It seems that so many people around me are being confronted with how they identify themselves. Things that they have taken for granted as part of their daily lives — part of who they are — seem to be popping up in new ways or slipping out of their grasp. I’m not entirely sure why, but that’s been my observation. It could be a function of the various things that have been going on with and within our world. It could also just be another one of those phases that cultures go through.
I have observed several people (myself included) reacting in various ways to this, with only a few having any real awareness as to just what has been making life so frustrating lately.

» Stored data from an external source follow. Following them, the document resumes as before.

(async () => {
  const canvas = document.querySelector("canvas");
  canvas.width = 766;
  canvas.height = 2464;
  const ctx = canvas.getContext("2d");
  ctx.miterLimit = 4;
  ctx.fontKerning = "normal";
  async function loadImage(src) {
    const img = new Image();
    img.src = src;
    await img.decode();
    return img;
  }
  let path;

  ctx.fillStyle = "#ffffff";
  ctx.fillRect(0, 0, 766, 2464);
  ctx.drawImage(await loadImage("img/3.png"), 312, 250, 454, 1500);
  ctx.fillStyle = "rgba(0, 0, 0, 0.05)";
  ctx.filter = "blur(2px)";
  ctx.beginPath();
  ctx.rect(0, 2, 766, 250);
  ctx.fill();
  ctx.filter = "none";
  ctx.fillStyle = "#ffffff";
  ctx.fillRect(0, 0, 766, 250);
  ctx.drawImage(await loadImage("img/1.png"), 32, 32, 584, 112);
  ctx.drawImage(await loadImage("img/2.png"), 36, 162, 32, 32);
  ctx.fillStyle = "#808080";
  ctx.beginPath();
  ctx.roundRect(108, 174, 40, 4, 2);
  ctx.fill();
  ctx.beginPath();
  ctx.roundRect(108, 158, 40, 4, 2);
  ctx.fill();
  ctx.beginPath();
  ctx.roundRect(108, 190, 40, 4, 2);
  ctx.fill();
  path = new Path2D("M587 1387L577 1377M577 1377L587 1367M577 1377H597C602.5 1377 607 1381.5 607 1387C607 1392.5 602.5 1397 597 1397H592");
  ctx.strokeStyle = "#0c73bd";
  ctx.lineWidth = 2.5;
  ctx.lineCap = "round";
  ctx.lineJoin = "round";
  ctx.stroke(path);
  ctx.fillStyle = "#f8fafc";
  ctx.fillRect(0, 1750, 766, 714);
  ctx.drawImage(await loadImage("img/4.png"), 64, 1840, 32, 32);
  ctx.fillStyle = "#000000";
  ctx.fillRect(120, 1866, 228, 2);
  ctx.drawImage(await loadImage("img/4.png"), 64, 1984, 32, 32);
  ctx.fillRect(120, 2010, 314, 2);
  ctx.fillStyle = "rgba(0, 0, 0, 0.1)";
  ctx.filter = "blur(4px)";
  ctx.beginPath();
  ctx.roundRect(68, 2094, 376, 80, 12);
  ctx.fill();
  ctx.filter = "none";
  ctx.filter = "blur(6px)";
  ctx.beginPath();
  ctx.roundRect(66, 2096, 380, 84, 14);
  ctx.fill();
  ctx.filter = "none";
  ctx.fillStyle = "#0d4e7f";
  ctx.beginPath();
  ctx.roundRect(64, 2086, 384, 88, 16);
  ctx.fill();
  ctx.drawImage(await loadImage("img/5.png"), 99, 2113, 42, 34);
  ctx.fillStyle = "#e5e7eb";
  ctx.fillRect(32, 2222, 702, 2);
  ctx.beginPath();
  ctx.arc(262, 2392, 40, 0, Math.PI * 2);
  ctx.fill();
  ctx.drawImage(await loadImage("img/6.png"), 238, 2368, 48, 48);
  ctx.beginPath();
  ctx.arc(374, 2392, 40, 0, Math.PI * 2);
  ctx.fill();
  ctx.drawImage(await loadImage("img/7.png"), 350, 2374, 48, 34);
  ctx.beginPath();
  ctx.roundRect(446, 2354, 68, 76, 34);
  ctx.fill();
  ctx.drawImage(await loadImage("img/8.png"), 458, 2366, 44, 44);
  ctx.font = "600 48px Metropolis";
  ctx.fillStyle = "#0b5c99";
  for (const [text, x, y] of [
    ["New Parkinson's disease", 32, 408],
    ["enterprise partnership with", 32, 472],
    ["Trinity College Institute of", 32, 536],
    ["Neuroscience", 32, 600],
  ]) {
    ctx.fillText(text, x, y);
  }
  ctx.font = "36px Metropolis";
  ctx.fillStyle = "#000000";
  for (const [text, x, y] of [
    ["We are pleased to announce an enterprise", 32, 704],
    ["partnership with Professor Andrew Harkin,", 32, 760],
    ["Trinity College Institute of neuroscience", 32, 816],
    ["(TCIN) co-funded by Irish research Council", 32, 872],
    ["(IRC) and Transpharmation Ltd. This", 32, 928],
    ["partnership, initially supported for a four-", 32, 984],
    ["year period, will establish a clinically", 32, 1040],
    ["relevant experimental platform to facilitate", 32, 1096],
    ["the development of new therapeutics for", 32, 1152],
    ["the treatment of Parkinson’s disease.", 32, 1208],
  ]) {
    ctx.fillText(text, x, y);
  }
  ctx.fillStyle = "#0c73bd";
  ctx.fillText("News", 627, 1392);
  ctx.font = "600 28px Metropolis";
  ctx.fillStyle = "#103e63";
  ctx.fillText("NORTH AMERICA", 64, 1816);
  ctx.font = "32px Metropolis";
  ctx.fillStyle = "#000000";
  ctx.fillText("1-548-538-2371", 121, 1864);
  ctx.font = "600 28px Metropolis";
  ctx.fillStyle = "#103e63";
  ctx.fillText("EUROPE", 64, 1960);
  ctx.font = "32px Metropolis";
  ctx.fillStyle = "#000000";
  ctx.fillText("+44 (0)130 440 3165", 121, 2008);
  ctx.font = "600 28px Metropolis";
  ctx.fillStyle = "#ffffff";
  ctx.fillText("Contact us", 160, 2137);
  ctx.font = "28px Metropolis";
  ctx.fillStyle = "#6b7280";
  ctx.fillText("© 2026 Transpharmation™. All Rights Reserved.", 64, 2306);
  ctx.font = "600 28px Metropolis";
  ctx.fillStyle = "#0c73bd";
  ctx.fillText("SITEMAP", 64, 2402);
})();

There has been weariness, there has been anger, hurt, betrayal… resignation. There has also been acceptance, and letting go, and a general sense of hope that we’re finding new parts of ourselves that we’ve been searching for, even if we weren’t sure of what we would find.
I can’t help but think of how scientific discovery keeps moving toward the idea that there is really no such thing as “hard divisions” in material form, just different vibrations and resonances of the same “stuff” of which everything is made. I’m wondering: could the same be said for our minds and selves? Our thoughts, words, actions… personalities?
How much hard division is there between who we are, those who are around us, and that same “stuff” of which everything is made?
Here’s an old Zen quote that offers an answer:
天地同根 Heaven and earth and I are of the same root,
萬物一體 The ten-thousand things and I are of one substance.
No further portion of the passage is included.